> YOUR ASSIGNMENT
Among the records below, how many lines contain the word "name"? The answer is a single number.

> EXCERPTED DATA
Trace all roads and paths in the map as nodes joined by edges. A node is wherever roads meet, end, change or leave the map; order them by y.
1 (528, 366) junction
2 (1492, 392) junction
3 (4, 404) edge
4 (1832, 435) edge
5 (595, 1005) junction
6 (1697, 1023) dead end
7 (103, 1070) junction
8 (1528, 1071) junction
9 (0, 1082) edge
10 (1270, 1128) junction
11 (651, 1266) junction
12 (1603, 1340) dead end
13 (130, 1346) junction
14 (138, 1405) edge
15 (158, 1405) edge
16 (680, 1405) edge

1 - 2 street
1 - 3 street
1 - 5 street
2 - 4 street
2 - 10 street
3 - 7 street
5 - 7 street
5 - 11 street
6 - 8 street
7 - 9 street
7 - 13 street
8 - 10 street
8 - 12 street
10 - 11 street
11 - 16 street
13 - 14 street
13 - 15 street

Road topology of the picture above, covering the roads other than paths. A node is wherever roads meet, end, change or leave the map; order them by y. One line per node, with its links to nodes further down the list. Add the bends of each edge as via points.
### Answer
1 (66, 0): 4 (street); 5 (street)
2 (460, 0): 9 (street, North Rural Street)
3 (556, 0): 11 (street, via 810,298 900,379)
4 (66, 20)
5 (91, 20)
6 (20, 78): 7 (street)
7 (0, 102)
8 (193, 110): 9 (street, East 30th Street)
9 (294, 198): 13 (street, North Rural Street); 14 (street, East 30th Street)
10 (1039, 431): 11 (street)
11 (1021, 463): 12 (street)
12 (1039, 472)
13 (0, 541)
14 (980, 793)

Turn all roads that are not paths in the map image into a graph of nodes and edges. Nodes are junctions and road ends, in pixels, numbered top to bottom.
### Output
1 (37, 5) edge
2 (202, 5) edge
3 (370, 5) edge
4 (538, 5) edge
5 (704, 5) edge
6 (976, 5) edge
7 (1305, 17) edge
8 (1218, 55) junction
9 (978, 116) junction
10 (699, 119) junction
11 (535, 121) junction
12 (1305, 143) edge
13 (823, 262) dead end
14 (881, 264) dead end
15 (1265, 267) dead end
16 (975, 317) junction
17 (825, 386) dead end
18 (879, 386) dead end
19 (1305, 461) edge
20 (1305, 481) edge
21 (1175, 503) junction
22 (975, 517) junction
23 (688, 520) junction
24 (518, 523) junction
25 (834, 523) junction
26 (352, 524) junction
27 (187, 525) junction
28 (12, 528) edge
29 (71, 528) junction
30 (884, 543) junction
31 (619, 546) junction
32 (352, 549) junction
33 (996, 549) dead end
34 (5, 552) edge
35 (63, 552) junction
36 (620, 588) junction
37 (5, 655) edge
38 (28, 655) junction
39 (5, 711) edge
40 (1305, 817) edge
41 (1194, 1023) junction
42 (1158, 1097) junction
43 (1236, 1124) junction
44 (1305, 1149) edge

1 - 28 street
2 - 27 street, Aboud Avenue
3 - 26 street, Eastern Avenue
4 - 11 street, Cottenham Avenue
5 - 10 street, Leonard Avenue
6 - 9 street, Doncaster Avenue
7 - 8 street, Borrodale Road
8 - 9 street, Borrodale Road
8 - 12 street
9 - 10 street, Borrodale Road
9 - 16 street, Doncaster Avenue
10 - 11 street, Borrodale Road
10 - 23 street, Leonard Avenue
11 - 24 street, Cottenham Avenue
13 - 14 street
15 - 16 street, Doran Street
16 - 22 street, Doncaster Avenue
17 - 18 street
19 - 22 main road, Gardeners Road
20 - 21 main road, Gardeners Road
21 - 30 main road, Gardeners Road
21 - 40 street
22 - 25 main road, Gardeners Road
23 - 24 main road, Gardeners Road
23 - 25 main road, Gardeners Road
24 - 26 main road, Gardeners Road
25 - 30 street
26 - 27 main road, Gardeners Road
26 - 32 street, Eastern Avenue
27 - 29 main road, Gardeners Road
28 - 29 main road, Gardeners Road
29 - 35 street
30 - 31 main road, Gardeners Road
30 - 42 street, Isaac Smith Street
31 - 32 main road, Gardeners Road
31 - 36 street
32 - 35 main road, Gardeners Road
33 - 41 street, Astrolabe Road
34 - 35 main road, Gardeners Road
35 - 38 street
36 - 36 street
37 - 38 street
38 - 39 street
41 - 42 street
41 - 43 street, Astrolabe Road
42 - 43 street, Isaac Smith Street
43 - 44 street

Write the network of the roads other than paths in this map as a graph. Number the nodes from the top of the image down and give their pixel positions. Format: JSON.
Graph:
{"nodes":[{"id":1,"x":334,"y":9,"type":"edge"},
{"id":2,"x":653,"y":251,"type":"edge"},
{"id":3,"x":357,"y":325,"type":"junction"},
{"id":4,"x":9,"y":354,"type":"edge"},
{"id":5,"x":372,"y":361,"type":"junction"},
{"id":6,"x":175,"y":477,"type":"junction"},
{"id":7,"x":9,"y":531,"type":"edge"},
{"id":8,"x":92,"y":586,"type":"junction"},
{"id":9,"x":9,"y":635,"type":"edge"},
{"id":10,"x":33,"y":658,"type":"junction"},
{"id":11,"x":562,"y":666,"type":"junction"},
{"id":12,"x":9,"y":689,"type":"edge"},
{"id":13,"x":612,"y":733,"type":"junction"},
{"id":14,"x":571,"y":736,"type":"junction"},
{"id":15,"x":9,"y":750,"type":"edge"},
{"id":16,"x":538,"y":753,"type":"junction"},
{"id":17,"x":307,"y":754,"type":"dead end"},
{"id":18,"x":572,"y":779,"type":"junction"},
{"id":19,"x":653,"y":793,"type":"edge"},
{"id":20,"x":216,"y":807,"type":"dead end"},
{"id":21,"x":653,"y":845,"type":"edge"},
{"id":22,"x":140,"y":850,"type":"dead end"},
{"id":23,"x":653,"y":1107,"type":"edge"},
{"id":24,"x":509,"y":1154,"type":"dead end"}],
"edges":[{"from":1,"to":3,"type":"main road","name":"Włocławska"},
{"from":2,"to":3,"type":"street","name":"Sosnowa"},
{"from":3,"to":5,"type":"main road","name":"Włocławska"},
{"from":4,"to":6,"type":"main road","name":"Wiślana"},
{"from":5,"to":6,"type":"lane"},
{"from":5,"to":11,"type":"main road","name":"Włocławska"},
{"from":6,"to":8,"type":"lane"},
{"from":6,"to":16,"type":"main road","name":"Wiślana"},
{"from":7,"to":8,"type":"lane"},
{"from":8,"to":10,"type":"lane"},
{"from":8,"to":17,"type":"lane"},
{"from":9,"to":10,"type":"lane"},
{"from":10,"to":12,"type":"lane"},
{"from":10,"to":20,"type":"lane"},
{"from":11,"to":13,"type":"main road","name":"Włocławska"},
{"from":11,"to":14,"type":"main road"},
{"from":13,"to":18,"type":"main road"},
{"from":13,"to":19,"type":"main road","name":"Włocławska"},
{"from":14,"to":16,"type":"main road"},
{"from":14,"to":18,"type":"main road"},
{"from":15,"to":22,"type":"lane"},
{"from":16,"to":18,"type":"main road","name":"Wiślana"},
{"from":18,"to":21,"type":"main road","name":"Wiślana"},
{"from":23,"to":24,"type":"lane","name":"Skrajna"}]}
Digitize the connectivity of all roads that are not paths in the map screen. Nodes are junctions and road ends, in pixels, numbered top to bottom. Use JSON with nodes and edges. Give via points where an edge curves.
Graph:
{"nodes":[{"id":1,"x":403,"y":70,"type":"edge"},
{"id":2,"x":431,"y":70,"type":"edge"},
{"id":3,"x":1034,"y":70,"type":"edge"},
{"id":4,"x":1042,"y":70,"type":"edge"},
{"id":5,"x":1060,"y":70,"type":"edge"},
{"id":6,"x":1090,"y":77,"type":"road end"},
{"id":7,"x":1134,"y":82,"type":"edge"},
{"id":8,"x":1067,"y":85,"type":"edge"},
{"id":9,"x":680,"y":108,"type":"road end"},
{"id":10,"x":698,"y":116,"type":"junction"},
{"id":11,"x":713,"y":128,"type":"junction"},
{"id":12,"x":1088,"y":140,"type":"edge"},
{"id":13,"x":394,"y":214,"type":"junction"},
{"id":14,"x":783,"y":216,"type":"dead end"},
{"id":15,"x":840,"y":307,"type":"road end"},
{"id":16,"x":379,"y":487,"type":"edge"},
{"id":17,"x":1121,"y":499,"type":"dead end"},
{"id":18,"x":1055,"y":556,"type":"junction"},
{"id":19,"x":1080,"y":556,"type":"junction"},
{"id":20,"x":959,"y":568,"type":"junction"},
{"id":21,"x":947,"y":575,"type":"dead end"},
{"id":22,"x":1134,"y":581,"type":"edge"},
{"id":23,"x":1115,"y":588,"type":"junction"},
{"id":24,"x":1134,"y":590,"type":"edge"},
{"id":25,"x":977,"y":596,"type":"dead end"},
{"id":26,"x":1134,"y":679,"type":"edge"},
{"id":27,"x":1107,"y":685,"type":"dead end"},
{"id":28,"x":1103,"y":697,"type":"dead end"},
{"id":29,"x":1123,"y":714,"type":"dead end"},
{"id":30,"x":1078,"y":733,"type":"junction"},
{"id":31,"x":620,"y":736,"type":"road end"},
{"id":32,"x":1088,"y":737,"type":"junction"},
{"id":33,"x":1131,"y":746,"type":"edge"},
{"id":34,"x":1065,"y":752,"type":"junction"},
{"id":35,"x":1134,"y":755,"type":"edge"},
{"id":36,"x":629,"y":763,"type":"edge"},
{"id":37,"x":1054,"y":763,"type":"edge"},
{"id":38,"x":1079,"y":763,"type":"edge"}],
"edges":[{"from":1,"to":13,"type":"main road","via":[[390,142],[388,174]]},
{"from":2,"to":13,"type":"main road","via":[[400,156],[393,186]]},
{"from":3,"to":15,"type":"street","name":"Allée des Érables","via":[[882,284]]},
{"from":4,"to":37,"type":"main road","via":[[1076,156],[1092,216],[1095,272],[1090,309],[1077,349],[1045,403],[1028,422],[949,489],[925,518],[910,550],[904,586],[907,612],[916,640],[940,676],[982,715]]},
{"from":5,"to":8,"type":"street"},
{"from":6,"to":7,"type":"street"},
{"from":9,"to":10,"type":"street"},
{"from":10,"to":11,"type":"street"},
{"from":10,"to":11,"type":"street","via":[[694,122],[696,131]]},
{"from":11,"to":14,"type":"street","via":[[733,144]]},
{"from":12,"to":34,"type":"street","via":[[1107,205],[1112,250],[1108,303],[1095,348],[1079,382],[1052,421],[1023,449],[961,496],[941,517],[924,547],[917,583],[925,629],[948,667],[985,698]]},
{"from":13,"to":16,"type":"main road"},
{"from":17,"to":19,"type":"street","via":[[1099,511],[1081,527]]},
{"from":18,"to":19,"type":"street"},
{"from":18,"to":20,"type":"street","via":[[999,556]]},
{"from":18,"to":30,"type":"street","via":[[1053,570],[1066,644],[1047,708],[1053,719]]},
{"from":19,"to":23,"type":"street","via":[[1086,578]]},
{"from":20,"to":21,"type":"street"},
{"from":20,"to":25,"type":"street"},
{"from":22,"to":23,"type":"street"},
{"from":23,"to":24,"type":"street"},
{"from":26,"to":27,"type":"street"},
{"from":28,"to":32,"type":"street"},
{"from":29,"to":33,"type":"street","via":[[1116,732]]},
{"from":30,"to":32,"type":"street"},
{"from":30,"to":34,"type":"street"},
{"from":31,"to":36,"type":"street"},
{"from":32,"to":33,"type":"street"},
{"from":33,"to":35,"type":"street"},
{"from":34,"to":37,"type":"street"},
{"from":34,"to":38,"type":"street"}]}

> THE ANSWER
12